Return on Equity (ROE)
Similar to ROIC but focusing specifically on shareholders’ equity, ROE measures the return generated on the owners’ investment. The calculation is straightforward: Net Income divided by Shareholders’ Equity. This shows the return generated specifically on shareholders’ money—what equity investors actually earn on their stake in the business. ROE above 15% is generally considered strong, whilst 20%+ is exceptional. However, ROE can be misleading if a company is highly leveraged, as debt magnifies returns (and losses). It should therefore be considered alongside debt levels.
ROE’s critical weakness is that leverage amplifies it as a mediocre business with substantial debt can show impressive ROE simply through financial engineering. This is why you must examine ROE alongside debt levels.
Debt-to-Equity Ratio
This simple metric reveals how a company finances its operations and is calculated by dividing Total Debt by Total Shareholders’ Equity. The ratio reveals the proportion of debt versus equity financing. Essentially, it is how much the company has borrowed relative to what shareholders have invested. A ratio of 1.0 means equal parts debt and equity; below 0.5 suggests conservative financing; above 2.0 indicates aggressive leverage. However, appropriate levels vary dramatically by industry as capital-intensive businesses like utilities may operate comfortably at 1.5-2.0, whilst software companies typically carry minimal debt.

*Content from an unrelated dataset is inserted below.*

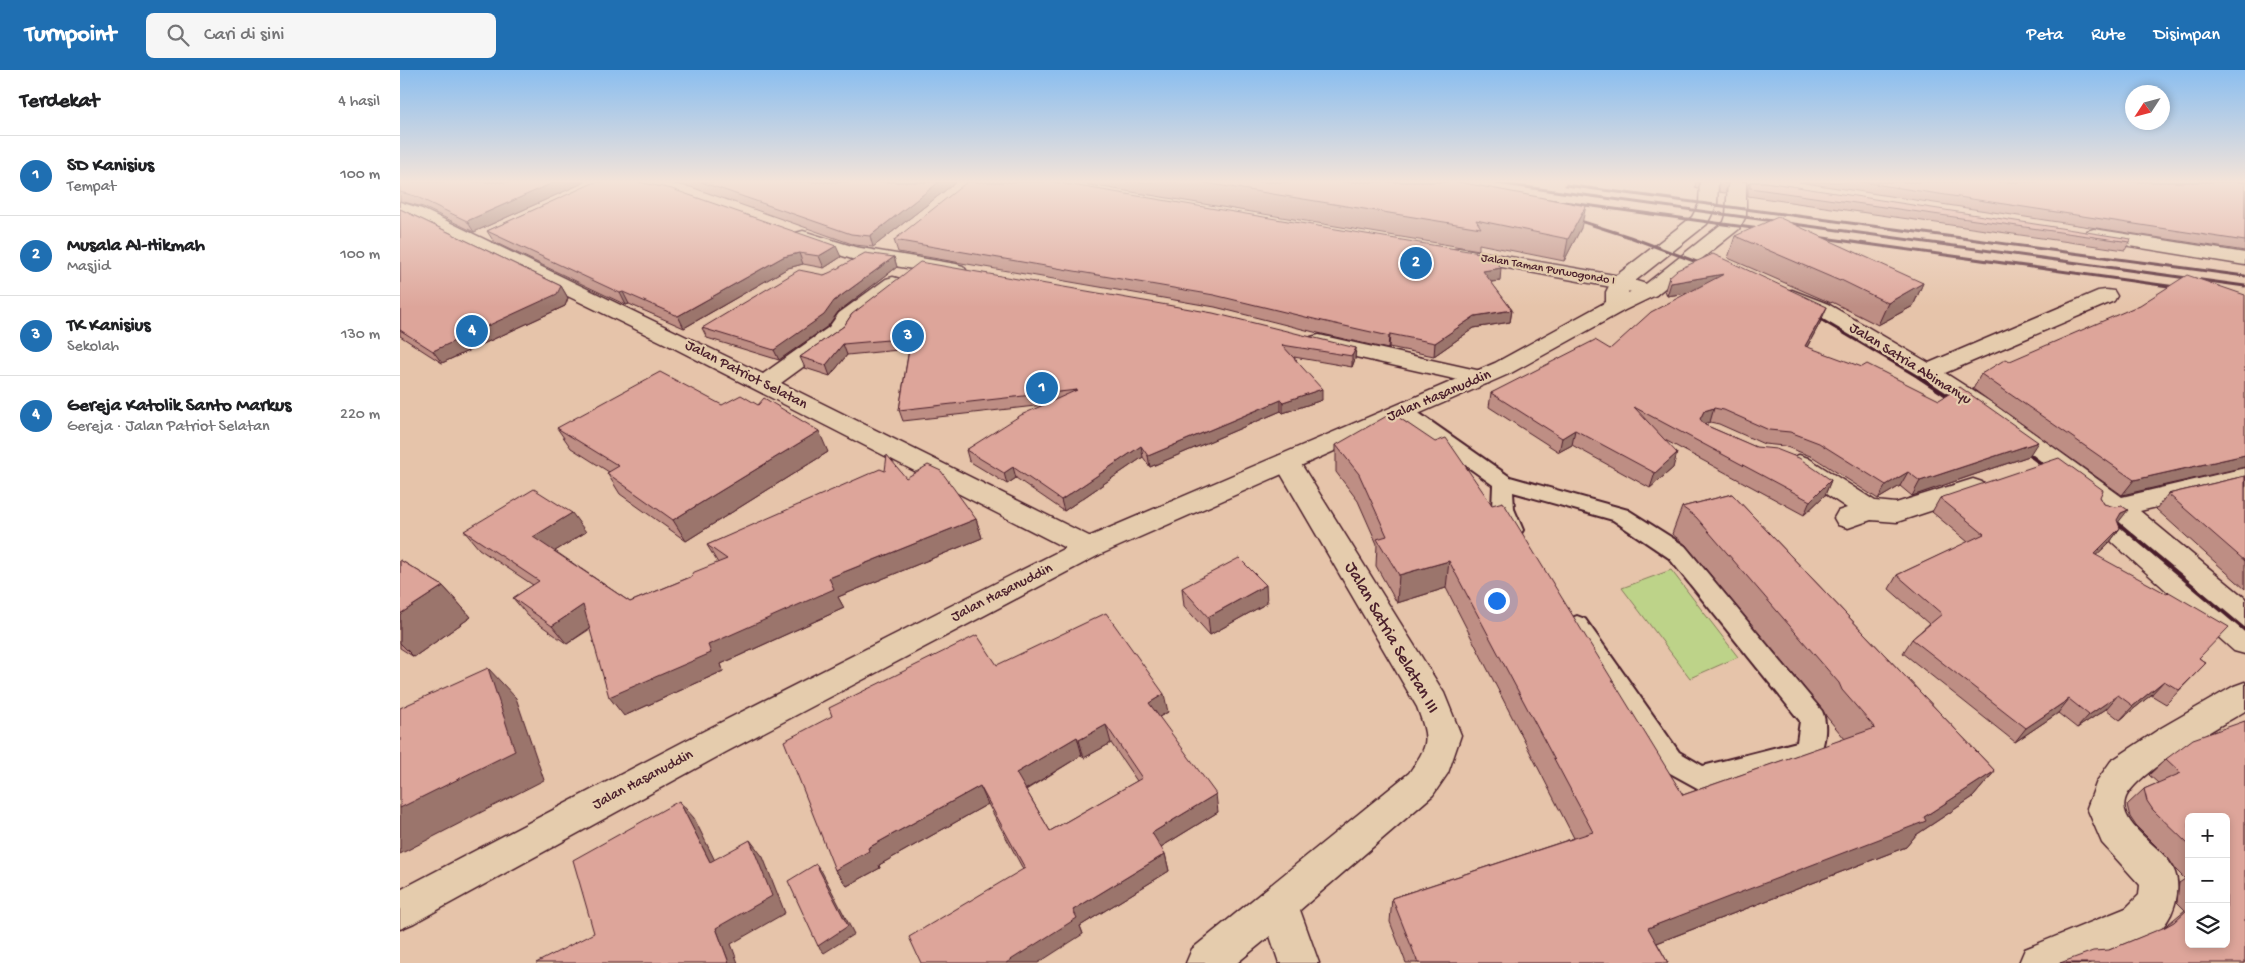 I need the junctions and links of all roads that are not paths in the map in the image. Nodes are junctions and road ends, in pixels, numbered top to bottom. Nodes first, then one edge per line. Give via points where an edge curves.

High debt levels can amplify returns during good times but create existential risks during downturns. Understanding capital structure is essential to understanding risk. A company with minimal debt has far more flexibility and resilience than one loaded up on a mountain of borrowings. When analysing debt, also examine interest coverage (EBIT divided by interest expense) to ensure the company can comfortably service its borrowings even if profits decline.
Price-to-Sales Combined with Gross Margins
For high-growth businesses that are reinvesting heavily and may not yet be profitable, price-to-sales offers a useful alternative metric. Price-to-Sales can be calculated by dividing Market Capitalisation by Annual Revenue, showing how much investors pay for each dollar of revenue. However, it should be considered alongside gross margins, which are calculated as Revenue minus Cost of Goods Sold, divided by Revenue. Gross margin reveals what percentage of each sale remains after direct production costs. A company with 80% gross margins trading at 10× sales is fundamentally different from one with 20% gross margins at the same multiple. The former usually, but not always, has more economic potential once it reaches maturity and can potentially harvest those margins.
This combination is particularly valuable for analysing reinvestment-stage businesses where current profitability is suppressed by deliberate growth investments. A SaaS company with 80% gross margins trading at 8× sales may be considerably cheaper than a retailer with 30% gross margins at 2× sales once you consider their respective profit potential.
Free Cash Flow Yield
The logic of free cash flow yield is largely the same as E/P ratio, but is useful because earnings can be manipulated through accounting choices, but cash is harder to fake. Free cash flow yield, which can be roughly calculated as free cash flow divided by market capitalisation, reveals what percentage return you’re receiving in actual cash generated by the business. Free Cash Flow itself is usually calculated as Operating Cash Flow minus Capital Expenditures, representing the cash available for shareholders and debtholders a business generates after maintaining and growing its asset base.
Operating Leverage
Operating leverage describes how profits respond to changes in revenue and can be calculated as the percentage change in operating profit divided by the percentage change in revenue. This measures how sensitive profits are to changes in revenue, it shows how much of each additional dollar of sales flows through to profit. Businesses with high fixed costs and low variable costs exhibit high operating leverage. Once they cover their fixed costs, additional revenue flows predominantly to profit. The inverse holds true as businesses with low fixed costs and high variable costs exhibit low operating leverage.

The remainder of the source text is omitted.